What you return should match the listing exactly, minus its images.

RECORD EXTRACTS:
########

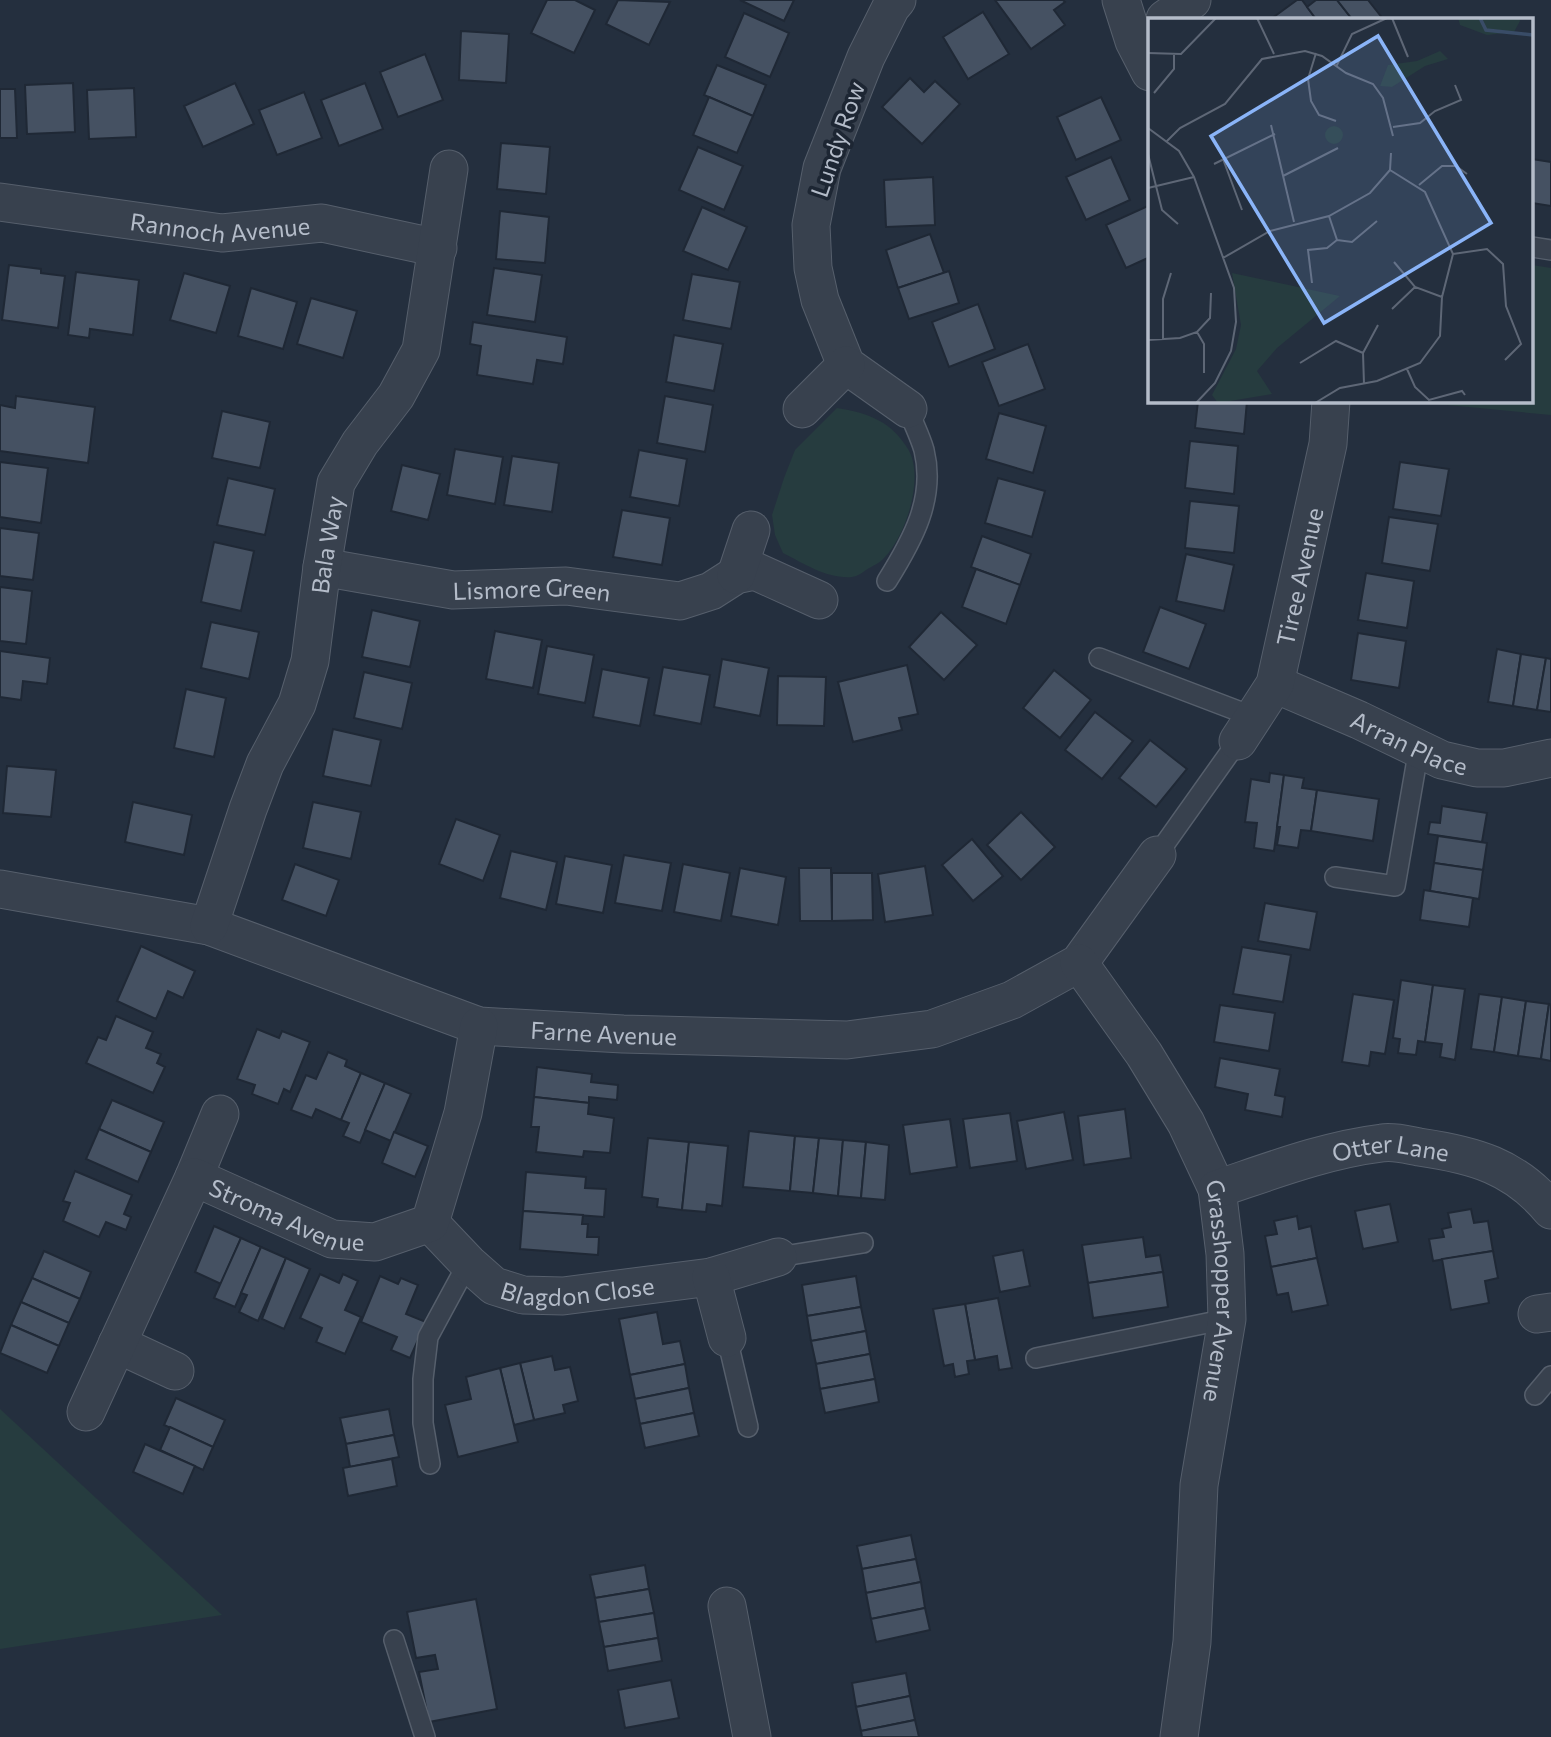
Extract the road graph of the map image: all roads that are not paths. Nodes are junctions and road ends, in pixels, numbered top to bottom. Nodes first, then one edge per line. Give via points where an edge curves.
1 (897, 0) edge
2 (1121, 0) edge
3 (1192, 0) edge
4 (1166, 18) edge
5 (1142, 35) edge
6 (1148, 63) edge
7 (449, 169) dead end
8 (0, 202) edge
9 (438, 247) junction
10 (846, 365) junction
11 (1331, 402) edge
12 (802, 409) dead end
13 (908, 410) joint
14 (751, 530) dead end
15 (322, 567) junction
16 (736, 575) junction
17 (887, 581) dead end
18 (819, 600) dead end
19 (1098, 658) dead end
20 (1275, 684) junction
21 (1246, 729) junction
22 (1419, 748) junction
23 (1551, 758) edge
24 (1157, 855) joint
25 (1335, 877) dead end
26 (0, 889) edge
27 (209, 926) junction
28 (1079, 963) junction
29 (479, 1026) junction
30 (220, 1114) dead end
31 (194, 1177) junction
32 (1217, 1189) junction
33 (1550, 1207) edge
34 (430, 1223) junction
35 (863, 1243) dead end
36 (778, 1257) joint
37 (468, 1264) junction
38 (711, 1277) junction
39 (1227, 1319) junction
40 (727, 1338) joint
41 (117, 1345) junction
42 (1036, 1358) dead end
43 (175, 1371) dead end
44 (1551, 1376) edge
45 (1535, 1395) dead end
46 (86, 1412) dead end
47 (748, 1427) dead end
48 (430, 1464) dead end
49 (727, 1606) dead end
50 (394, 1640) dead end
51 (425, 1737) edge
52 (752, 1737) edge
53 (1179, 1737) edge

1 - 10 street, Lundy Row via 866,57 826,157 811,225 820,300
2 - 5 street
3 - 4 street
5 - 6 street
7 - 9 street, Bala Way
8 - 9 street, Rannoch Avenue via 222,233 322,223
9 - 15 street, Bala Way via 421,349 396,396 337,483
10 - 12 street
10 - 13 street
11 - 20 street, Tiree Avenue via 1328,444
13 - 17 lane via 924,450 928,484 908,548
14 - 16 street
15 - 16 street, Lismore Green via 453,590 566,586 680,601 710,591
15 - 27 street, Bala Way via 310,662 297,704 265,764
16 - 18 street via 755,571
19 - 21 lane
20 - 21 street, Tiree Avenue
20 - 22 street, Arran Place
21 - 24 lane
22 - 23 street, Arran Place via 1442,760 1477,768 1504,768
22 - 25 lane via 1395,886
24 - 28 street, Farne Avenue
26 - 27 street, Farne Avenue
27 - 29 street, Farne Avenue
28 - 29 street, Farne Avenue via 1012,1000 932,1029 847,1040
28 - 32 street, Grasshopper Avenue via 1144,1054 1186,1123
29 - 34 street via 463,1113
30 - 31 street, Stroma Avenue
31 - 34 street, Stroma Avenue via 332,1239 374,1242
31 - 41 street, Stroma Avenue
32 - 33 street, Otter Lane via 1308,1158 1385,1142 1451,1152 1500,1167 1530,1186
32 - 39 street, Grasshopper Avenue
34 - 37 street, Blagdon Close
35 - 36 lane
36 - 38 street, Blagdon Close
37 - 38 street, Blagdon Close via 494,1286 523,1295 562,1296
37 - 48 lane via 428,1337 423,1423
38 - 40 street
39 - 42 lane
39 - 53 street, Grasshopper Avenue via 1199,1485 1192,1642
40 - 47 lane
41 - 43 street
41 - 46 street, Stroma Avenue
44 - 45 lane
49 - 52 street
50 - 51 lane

########

TASK RESULT:
Extract the road graph of the map image: all roads that are not paths. Nodes are junctions and road ends, in pixels, numbered top to bottom. Nodes first, then one edge per line. Give via points where an edge curves.
1 (897, 0) edge
2 (1121, 0) edge
3 (1192, 0) edge
4 (1166, 18) edge
5 (1142, 35) edge
6 (1148, 63) edge
7 (449, 169) dead end
8 (0, 202) edge
9 (438, 247) junction
10 (846, 365) junction
11 (1331, 402) edge
12 (802, 409) dead end
13 (908, 410) joint
14 (751, 530) dead end
15 (322, 567) junction
16 (736, 575) junction
17 (887, 581) dead end
18 (819, 600) dead end
19 (1098, 658) dead end
20 (1275, 684) junction
21 (1246, 729) junction
22 (1419, 748) junction
23 (1551, 758) edge
24 (1157, 855) joint
25 (1335, 877) dead end
26 (0, 889) edge
27 (209, 926) junction
28 (1079, 963) junction
29 (479, 1026) junction
30 (220, 1114) dead end
31 (194, 1177) junction
32 (1217, 1189) junction
33 (1550, 1207) edge
34 (430, 1223) junction
35 (863, 1243) dead end
36 (778, 1257) joint
37 (468, 1264) junction
38 (711, 1277) junction
39 (1227, 1319) junction
40 (727, 1338) joint
41 (117, 1345) junction
42 (1036, 1358) dead end
43 (175, 1371) dead end
44 (1551, 1376) edge
45 (1535, 1395) dead end
46 (86, 1412) dead end
47 (748, 1427) dead end
48 (430, 1464) dead end
49 (727, 1606) dead end
50 (394, 1640) dead end
51 (425, 1737) edge
52 (752, 1737) edge
53 (1179, 1737) edge

1 - 10 street, Lundy Row via 866,57 826,157 811,225 820,300
2 - 5 street
3 - 4 street
5 - 6 street
7 - 9 street, Bala Way
8 - 9 street, Rannoch Avenue via 222,233 322,223
9 - 15 street, Bala Way via 421,349 396,396 337,483
10 - 12 street
10 - 13 street
11 - 20 street, Tiree Avenue via 1328,444
13 - 17 lane via 924,450 928,484 908,548
14 - 16 street
15 - 16 street, Lismore Green via 453,590 566,586 680,601 710,591
15 - 27 street, Bala Way via 310,662 297,704 265,764
16 - 18 street via 755,571
19 - 21 lane
20 - 21 street, Tiree Avenue
20 - 22 street, Arran Place
21 - 24 lane
22 - 23 street, Arran Place via 1442,760 1477,768 1504,768
22 - 25 lane via 1395,886
24 - 28 street, Farne Avenue
26 - 27 street, Farne Avenue
27 - 29 street, Farne Avenue
28 - 29 street, Farne Avenue via 1012,1000 932,1029 847,1040
28 - 32 street, Grasshopper Avenue via 1144,1054 1186,1123
29 - 34 street via 463,1113
30 - 31 street, Stroma Avenue
31 - 34 street, Stroma Avenue via 332,1239 374,1242
31 - 41 street, Stroma Avenue
32 - 33 street, Otter Lane via 1308,1158 1385,1142 1451,1152 1500,1167 1530,1186
32 - 39 street, Grasshopper Avenue
34 - 37 street, Blagdon Close
35 - 36 lane
36 - 38 street, Blagdon Close
37 - 38 street, Blagdon Close via 494,1286 523,1295 562,1296
37 - 48 lane via 428,1337 423,1423
38 - 40 street
39 - 42 lane
39 - 53 street, Grasshopper Avenue via 1199,1485 1192,1642
40 - 47 lane
41 - 43 street
41 - 46 street, Stroma Avenue
44 - 45 lane
49 - 52 street
50 - 51 lane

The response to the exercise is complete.